あたしの心はぽっかりと穴が開いてしまったかのようだった。
こんな気持ちになることも分かっていた?
「ユヅキ!こらっ!」
パコンって頭を叩かれてあたしはハッと顔を上げた。
呆れたようにあたしを見下ろしているのはユナ。
お弁当を広げているユナを見て、今がお昼休みなんだと理解した。
「ユヅキさ…何があったかいい加減話してもいいんじゃない?」
ちょっと怒ったような顔を見せるユナが毎日あたしを心配してくれているのは分かっている。
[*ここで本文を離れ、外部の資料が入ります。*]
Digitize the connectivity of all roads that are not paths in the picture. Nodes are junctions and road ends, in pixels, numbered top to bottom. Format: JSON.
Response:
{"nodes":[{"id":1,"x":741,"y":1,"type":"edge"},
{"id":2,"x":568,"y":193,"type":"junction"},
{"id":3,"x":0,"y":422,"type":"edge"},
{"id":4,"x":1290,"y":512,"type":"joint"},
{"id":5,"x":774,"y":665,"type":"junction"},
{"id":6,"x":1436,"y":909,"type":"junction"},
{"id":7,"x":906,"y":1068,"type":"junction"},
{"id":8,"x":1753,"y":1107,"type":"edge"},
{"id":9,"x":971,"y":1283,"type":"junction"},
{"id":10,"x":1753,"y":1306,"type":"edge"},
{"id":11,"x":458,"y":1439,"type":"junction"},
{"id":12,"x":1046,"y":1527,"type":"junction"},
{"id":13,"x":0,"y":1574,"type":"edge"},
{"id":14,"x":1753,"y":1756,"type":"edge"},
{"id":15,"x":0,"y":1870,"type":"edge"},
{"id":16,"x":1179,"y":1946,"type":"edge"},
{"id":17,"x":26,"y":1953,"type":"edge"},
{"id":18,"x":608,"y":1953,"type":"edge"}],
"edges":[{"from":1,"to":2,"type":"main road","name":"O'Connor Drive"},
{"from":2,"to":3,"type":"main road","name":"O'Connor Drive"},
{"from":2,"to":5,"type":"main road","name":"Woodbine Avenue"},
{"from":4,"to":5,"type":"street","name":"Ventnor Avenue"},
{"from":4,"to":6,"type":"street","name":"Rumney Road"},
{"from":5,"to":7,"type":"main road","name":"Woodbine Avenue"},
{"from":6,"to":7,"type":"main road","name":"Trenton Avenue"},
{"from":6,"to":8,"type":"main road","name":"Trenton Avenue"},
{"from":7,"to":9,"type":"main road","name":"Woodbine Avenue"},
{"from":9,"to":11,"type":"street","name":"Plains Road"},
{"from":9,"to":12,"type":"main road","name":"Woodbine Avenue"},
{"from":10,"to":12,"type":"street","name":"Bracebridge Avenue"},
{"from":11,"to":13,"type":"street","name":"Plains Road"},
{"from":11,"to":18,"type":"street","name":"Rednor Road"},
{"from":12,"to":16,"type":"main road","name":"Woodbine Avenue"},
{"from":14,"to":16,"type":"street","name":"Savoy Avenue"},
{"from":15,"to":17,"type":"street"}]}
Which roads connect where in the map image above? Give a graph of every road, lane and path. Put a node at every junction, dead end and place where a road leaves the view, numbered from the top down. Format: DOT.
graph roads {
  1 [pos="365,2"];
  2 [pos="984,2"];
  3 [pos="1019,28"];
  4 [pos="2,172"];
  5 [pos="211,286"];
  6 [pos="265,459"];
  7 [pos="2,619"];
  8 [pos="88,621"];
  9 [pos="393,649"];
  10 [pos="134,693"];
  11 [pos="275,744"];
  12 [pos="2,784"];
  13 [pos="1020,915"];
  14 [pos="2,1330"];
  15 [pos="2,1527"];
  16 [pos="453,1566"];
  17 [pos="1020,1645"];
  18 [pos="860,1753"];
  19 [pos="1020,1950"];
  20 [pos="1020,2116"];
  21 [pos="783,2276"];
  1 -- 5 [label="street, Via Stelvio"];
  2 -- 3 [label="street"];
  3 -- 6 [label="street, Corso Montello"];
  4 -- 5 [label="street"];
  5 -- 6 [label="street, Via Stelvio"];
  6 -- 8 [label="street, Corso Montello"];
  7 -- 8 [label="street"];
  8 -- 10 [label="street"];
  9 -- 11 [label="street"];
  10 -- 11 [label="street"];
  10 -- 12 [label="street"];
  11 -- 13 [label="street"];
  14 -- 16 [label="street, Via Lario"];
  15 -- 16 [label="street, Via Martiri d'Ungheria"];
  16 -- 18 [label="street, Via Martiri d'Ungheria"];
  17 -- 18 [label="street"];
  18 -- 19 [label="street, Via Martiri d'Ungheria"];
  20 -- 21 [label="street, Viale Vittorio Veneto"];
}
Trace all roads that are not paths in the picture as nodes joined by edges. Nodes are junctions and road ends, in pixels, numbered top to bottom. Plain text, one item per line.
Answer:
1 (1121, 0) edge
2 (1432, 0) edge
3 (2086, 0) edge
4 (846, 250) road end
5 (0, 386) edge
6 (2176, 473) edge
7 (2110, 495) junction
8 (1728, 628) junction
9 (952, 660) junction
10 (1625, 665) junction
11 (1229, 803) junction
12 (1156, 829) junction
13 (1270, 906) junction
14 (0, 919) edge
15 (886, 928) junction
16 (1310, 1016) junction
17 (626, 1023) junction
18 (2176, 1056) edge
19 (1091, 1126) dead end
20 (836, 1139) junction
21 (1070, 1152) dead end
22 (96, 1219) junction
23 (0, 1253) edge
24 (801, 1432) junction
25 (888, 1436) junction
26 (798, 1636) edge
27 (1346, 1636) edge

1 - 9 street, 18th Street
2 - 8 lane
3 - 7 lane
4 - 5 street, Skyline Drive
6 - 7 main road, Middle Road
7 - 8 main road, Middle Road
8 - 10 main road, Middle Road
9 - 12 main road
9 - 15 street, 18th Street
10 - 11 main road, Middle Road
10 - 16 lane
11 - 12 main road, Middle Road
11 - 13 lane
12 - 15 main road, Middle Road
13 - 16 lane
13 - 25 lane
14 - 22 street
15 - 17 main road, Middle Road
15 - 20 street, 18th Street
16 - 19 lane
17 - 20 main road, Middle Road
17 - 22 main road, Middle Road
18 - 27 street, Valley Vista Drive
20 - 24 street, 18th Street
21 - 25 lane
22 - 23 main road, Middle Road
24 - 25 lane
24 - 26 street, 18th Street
あたしが言ってこないことに対して苛ついているのも分かってる。
もしもあたしがユナの立場だったなら、心配だし理由を知りたいって思うだろうし。
分かっているんだけど…―――
「分からないの…」
ポツリ呟いた言葉はあたしの胸の内。
やっと口を開いたあたしに優しい表情で「うん?」って相槌を打つユナ。
「どう説明したらいいのか」
浮かぶのは寺辻くんの笑顔ばっかりで。
覚えているのは、手を繋いだ感触…
甘いくちづけ…―――
「ユヅキ…」
ユナの手があたしの肩に触れて…そのままフワっと抱きしめられた。
「分かったからもういいから。ユヅキの気持ちちゃんと分かったから…」
さすがは親友。
そう思って笑ったあたしの頬、瞬きと同時にスッと何かがつたった。
ボヤけていた視界が綺麗になったと思ったら、鼻の奥が痛くて…
それ以上に胸の中が痛くてぐちゃぐちゃで…
「どうしてすぐに言わないの!あたしが傍にいる意味がないじゃないっ!泣くぐらい好きになったって!」
ユナの言葉にあたしは意識がハッキリとして…
そうなんだ。
あんなに短期間で、数える程度しか一緒に過ごしていなかったのにあたし…
「好きになっちゃったよぉ、寺辻くんのこと…ユナァ――」
すがるようにユナの腕にしがみついて泣き喚いた。
どうしたらいいのか分からない感情を、どこにも置いておけなくて…
その苦しさをユナに全部吐き出した。
ユナは子供をあやすみたいにあたしの背中をポンポンって叩いてくれてずっと「大丈夫」って言ってくれていたんだ。